A book offering solutions for perplexed mothers and fathers
Many parents regard themselves as mirrors reflecting their children. When the child disappoints, they blame themselves. Or else they set themselves unreasonably high standards, believing that if they can embody perfection then their child will not err. Yet in a world that is changing around us so quickly, with such abrupt shifts taking place in society, many parents find it difficult to adapt – let alone teaching their children to adapt.
This book has a message for these parents: don’t be so hard on yourselves.
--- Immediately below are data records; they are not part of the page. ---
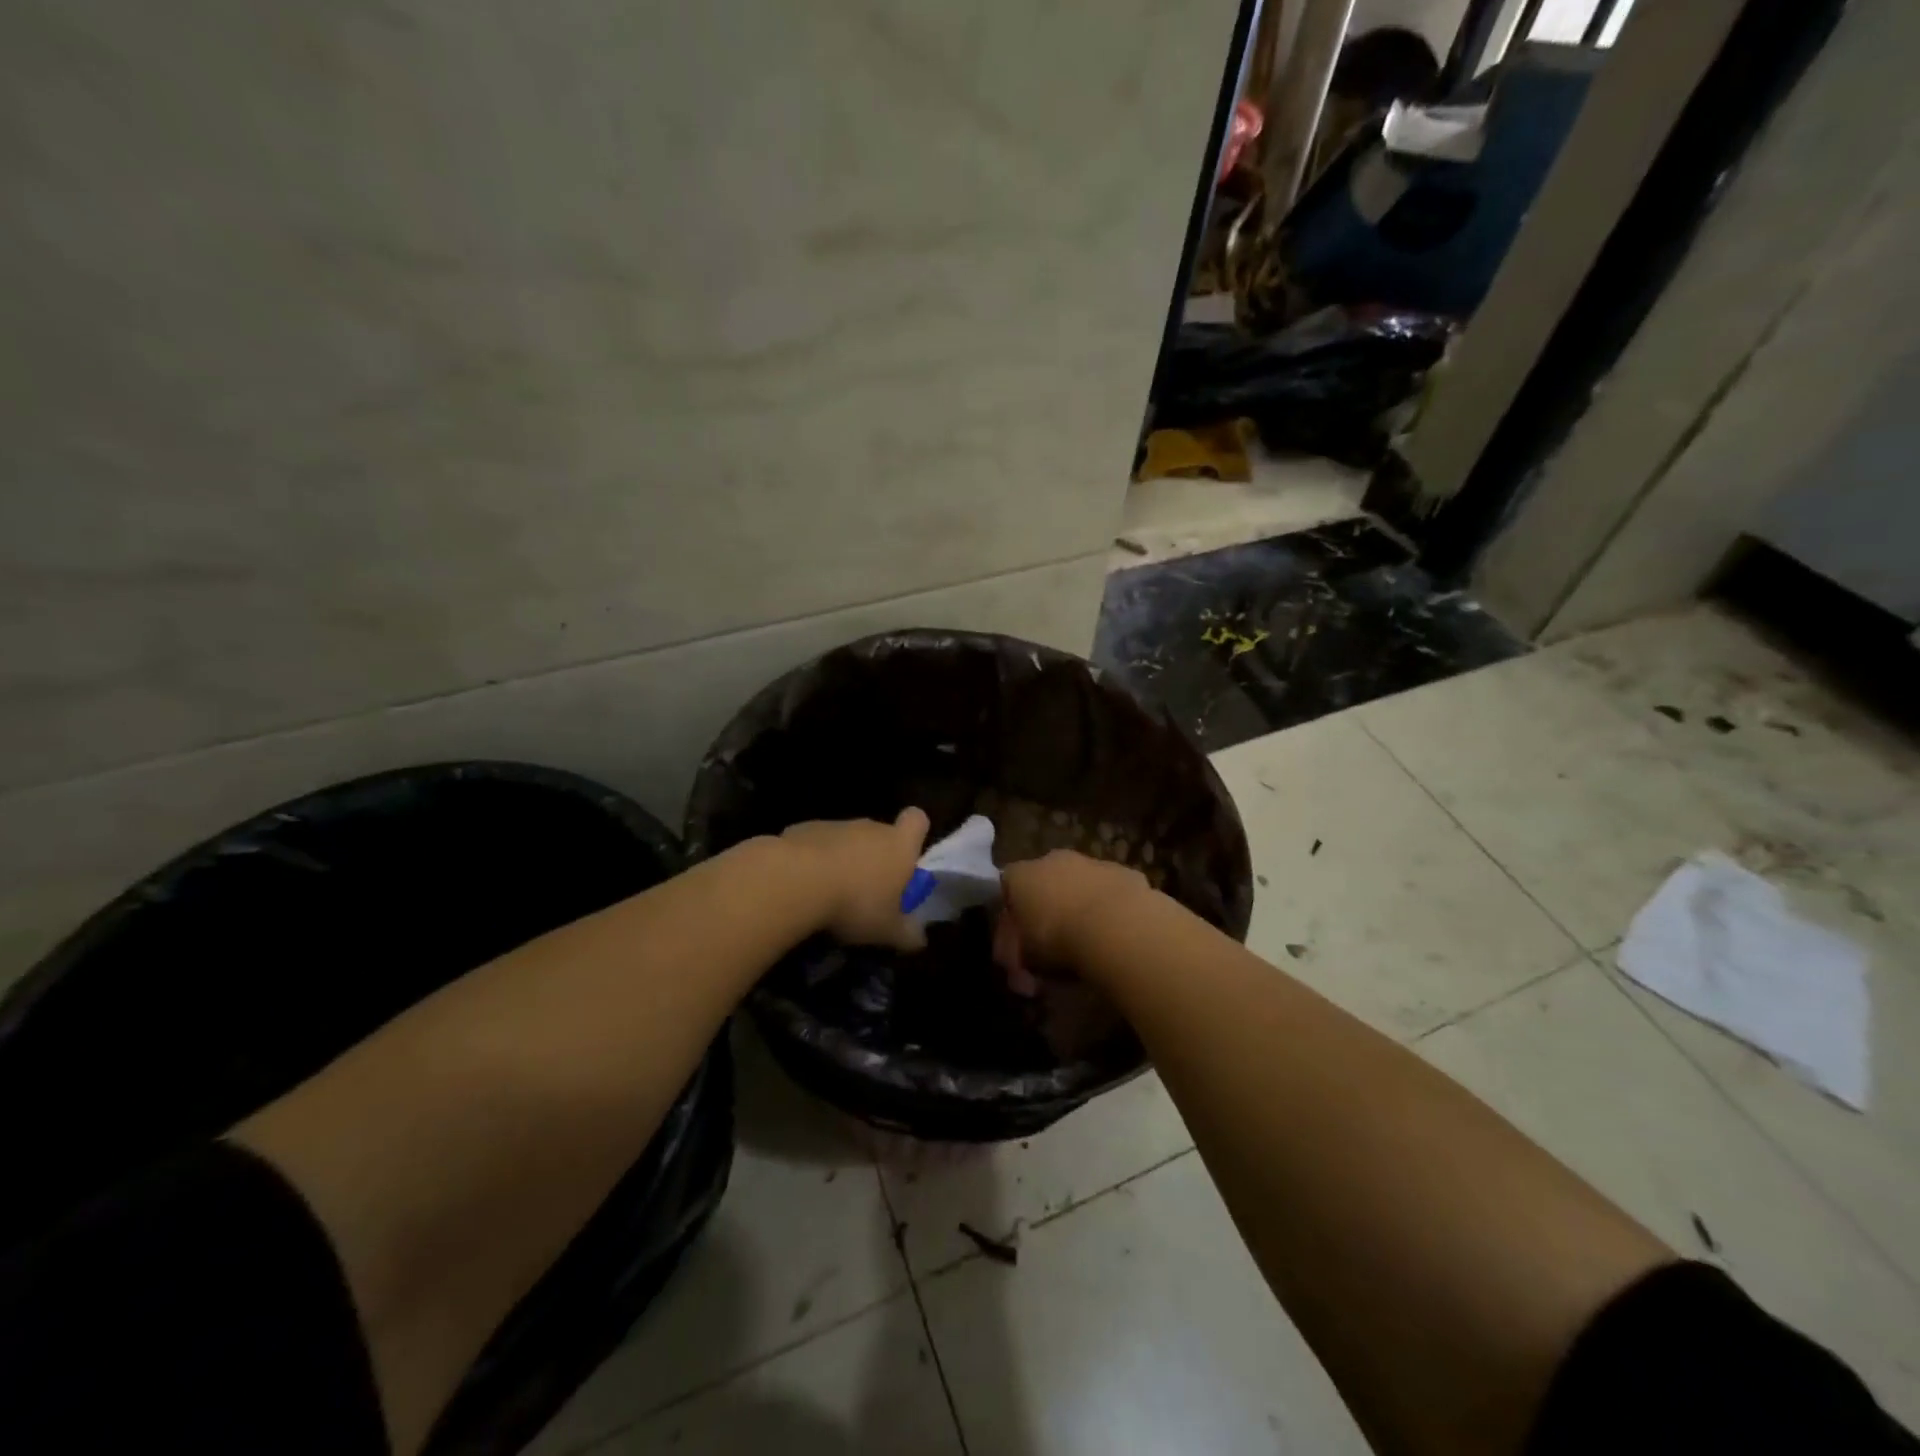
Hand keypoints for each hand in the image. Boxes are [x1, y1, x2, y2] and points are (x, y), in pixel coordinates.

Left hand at [780, 808, 930, 951]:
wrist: (796, 881)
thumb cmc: (855, 903)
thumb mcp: (887, 931)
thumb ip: (907, 934)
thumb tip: (919, 939)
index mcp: (899, 845)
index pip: (917, 820)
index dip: (914, 834)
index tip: (906, 858)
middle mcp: (870, 828)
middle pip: (880, 834)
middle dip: (875, 858)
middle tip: (867, 892)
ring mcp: (835, 825)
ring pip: (846, 840)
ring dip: (842, 861)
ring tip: (830, 895)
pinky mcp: (803, 829)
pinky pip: (816, 844)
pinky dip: (812, 861)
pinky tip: (803, 887)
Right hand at [996, 850, 1151, 991]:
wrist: (1118, 926)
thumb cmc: (1058, 940)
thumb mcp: (1026, 959)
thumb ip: (1018, 956)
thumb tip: (1020, 965)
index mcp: (1021, 875)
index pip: (1007, 889)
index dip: (1011, 919)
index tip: (1019, 947)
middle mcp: (1053, 860)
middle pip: (1044, 884)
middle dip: (1046, 914)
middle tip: (1054, 951)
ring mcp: (1091, 863)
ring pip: (1079, 887)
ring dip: (1079, 910)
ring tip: (1089, 948)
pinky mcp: (1125, 873)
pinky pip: (1109, 894)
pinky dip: (1109, 911)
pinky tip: (1115, 937)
Parents must be imperfect if they are to withstand the many inevitable bumps and jolts on the road to maturity.
Lo I-Chun draws on her experience with her own daughter, which taught her that a back-and-forth dialogue is far more important than one-way instruction, and granted her insight into the most common flashpoints of parent-child conflict. She suggests the kind of question that will encourage the child to voice their innermost thoughts, thus allowing you to understand the motives that lie behind their action, and to help them in the process of shaping their view of the world. Conflict itself needs not be a problem, if effective communication can lead to resolution.
After spending a career handling media and PR, Lo I-Chun has now forged a new method of communication between parent and child. This book was built out of her conversations with her daughter, supplemented with her reflections on the problem of childrearing, in the hope that readers would come to see the communicative logic underpinning their dialogue.